→ EXERCISE OBJECTIVE
Make a verbatim copy of the entries below; pictures stay out.
==== DATA FOR ANALYSIS ====
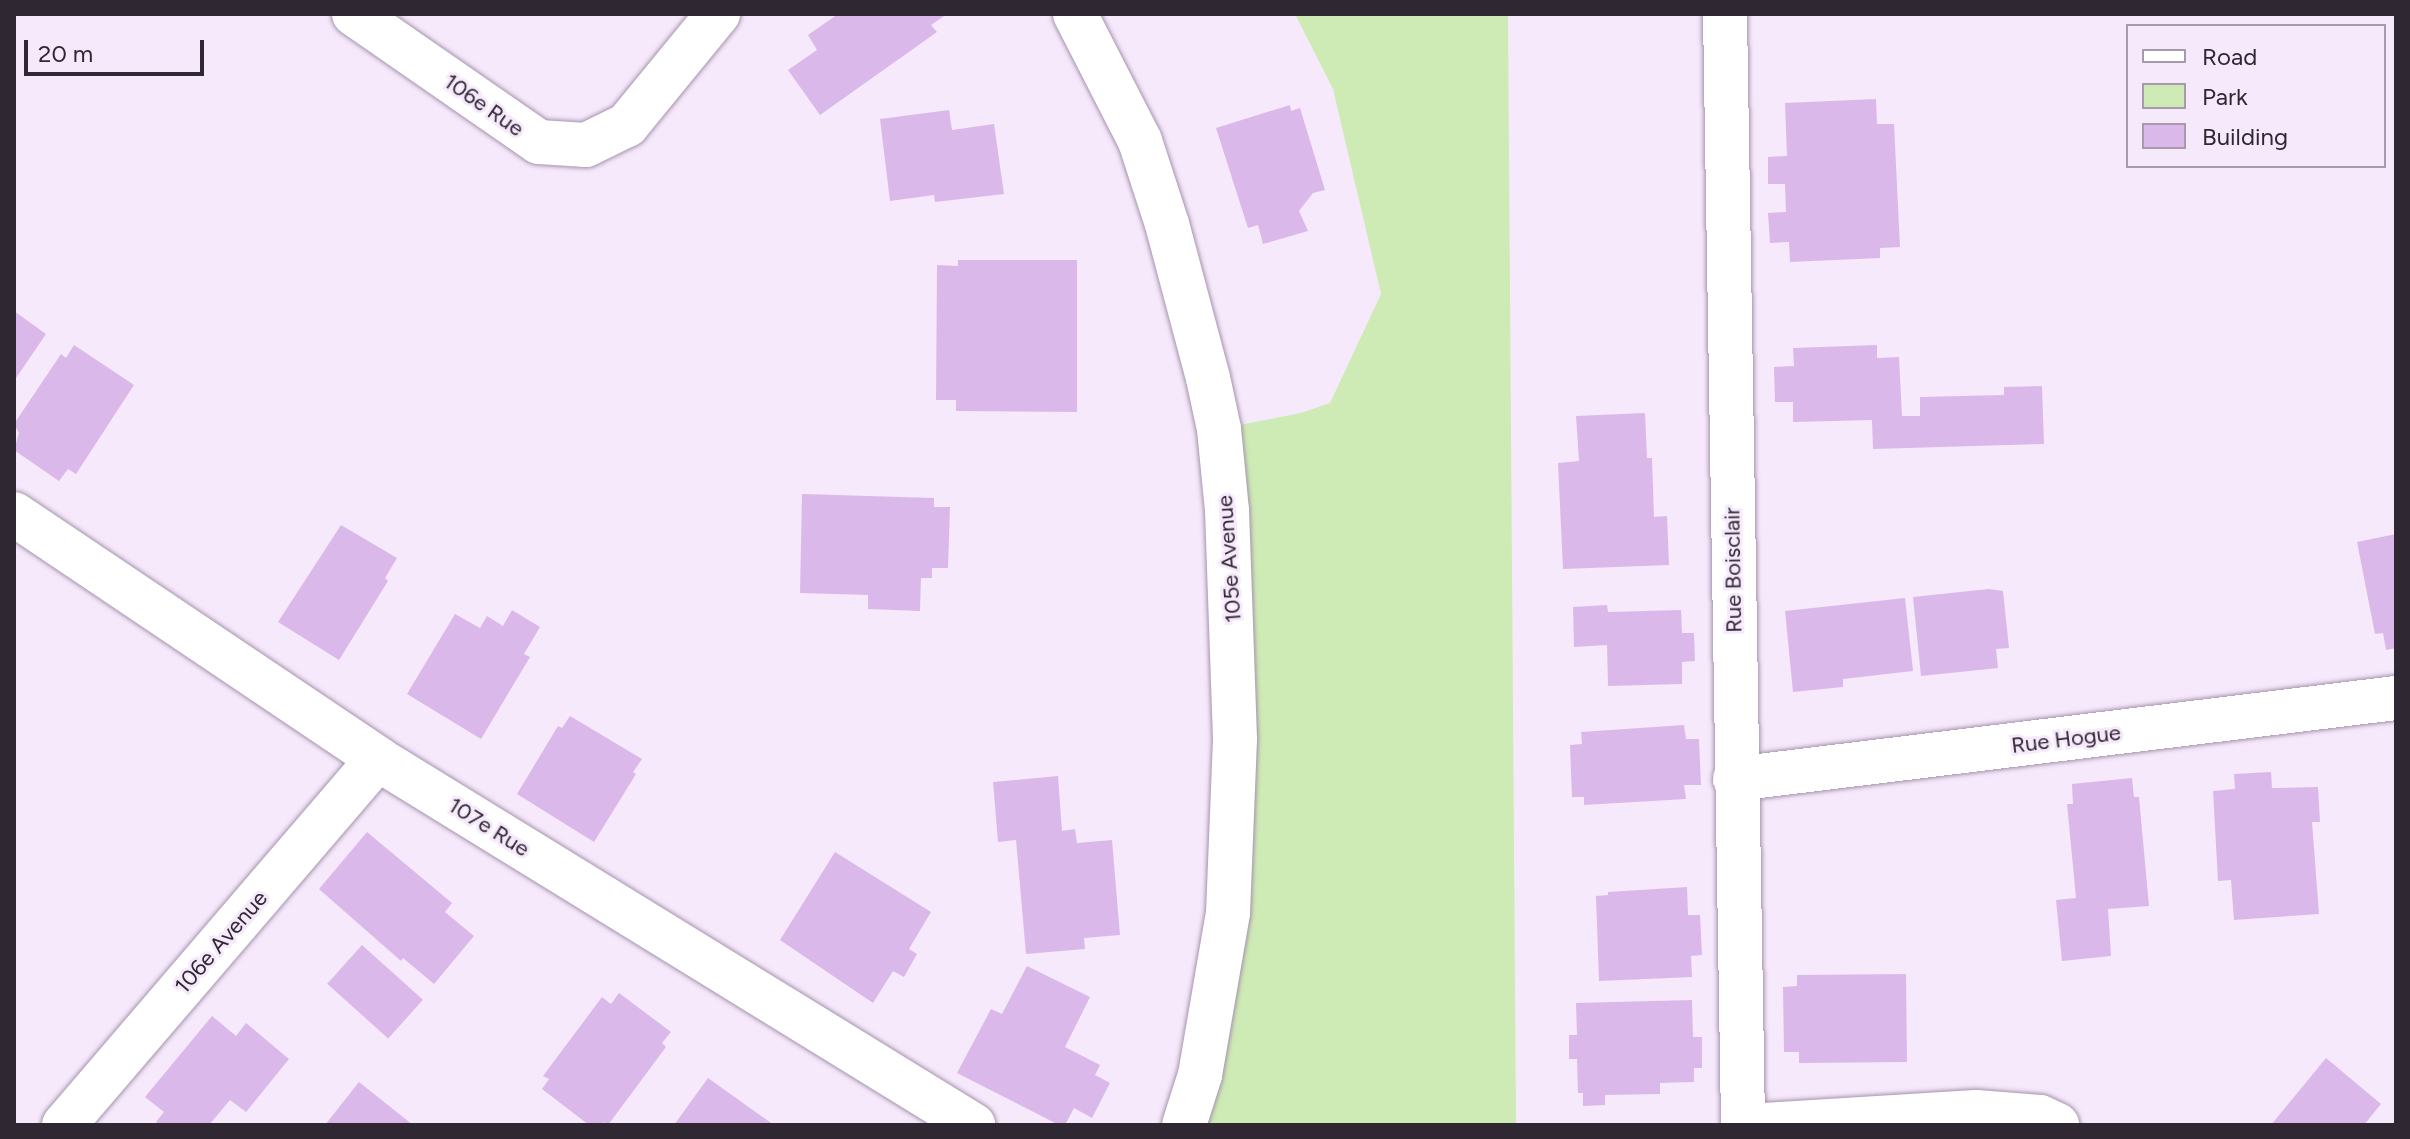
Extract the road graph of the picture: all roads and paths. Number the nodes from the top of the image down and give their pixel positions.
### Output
1 (354, 14) edge
2 (718, 14) edge
3 (1075, 14) edge
4 (1725, 14) edge
5 (14, 514) edge
6 (2396, 698) edge
7 (378, 759) junction
8 (1735, 779) junction
9 (70, 1123) edge
10 (973, 1125) edge
11 (1184, 1125) edge
12 (1743, 1125) edge
13 (1764, 1125) edge
14 (2057, 1125) edge

1 - 2 street, 106e Rue
3 - 11 street, 105e Avenue
4 - 8 street, Rue Boisclair
5 - 7 street, 107e Rue
6 - 8 street, Rue Hogue
7 - 9 street, 106e Avenue
7 - 10 street, 107e Rue
8 - 12 street, Rue Boisclair
13 - 14 street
====
→ SOLUTION
Extract the road graph of the picture: all roads and paths. Number the nodes from the top of the image down and give their pixel positions.
### Output
1 (354, 14) edge
2 (718, 14) edge
3 (1075, 14) edge
4 (1725, 14) edge
5 (14, 514) edge
6 (2396, 698) edge
7 (378, 759) junction
8 (1735, 779) junction
9 (70, 1123) edge
10 (973, 1125) edge
11 (1184, 1125) edge
12 (1743, 1125) edge
13 (1764, 1125) edge
14 (2057, 1125) edge

1 - 2 street, 106e Rue
3 - 11 street, 105e Avenue
4 - 8 street, Rue Boisclair
5 - 7 street, 107e Rue
6 - 8 street, Rue Hogue
7 - 9 street, 106e Avenue
7 - 10 street, 107e Rue
8 - 12 street, Rue Boisclair
13 - 14 street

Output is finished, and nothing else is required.